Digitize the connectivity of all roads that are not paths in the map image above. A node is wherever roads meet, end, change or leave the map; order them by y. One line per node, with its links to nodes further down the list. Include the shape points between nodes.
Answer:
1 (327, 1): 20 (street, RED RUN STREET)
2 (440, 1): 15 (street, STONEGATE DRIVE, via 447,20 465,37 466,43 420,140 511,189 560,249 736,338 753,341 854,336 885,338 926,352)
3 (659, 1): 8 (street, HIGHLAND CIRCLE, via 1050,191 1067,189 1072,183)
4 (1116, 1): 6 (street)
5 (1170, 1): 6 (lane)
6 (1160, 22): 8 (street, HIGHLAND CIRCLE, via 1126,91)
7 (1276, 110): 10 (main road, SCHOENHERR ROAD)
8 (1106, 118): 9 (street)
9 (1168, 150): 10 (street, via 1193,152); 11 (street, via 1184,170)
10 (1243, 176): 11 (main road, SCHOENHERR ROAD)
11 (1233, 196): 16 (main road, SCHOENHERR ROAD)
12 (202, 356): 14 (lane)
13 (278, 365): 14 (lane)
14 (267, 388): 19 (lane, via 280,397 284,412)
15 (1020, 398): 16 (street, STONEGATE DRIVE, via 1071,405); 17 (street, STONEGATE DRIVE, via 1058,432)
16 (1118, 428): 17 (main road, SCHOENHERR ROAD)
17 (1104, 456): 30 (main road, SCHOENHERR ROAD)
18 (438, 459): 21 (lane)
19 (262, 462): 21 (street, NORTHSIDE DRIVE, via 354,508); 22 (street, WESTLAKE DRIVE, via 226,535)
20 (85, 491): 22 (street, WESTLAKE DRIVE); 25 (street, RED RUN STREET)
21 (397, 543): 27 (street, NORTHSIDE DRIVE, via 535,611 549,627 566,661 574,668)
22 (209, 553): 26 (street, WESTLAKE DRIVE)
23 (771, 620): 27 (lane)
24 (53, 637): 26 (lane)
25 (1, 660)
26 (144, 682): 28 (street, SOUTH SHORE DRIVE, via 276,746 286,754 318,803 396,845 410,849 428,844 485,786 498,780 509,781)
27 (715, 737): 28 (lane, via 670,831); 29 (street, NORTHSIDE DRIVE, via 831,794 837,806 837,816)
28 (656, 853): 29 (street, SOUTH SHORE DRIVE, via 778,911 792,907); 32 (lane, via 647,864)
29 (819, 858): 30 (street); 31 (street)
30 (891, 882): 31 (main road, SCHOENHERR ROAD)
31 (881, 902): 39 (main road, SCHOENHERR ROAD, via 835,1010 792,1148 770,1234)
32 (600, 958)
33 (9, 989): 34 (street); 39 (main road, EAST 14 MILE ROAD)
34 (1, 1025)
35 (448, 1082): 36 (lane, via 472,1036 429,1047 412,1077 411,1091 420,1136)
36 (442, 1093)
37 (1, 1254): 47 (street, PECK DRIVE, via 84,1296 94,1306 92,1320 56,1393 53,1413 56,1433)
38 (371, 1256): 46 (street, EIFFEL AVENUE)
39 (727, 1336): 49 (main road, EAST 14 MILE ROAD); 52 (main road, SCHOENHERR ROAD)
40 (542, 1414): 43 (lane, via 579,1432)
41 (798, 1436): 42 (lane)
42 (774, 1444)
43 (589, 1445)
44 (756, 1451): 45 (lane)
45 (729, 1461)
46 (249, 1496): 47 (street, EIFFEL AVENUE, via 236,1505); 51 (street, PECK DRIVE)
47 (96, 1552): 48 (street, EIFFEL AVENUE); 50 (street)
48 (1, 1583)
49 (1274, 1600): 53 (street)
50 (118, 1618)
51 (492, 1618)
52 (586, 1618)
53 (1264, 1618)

* * * * * * *

● **TASK**
Show all of the lines above in which "SHORE" is present.

● **YOUR RESPONSE**
26 (144, 682): 28 (street, SOUTH SHORE DRIVE, via 276,746 286,754 318,803 396,845 410,849 428,844 485,786 498,780 509,781)
28 (656, 853): 29 (street, SOUTH SHORE DRIVE, via 778,911 792,907); 32 (lane, via 647,864)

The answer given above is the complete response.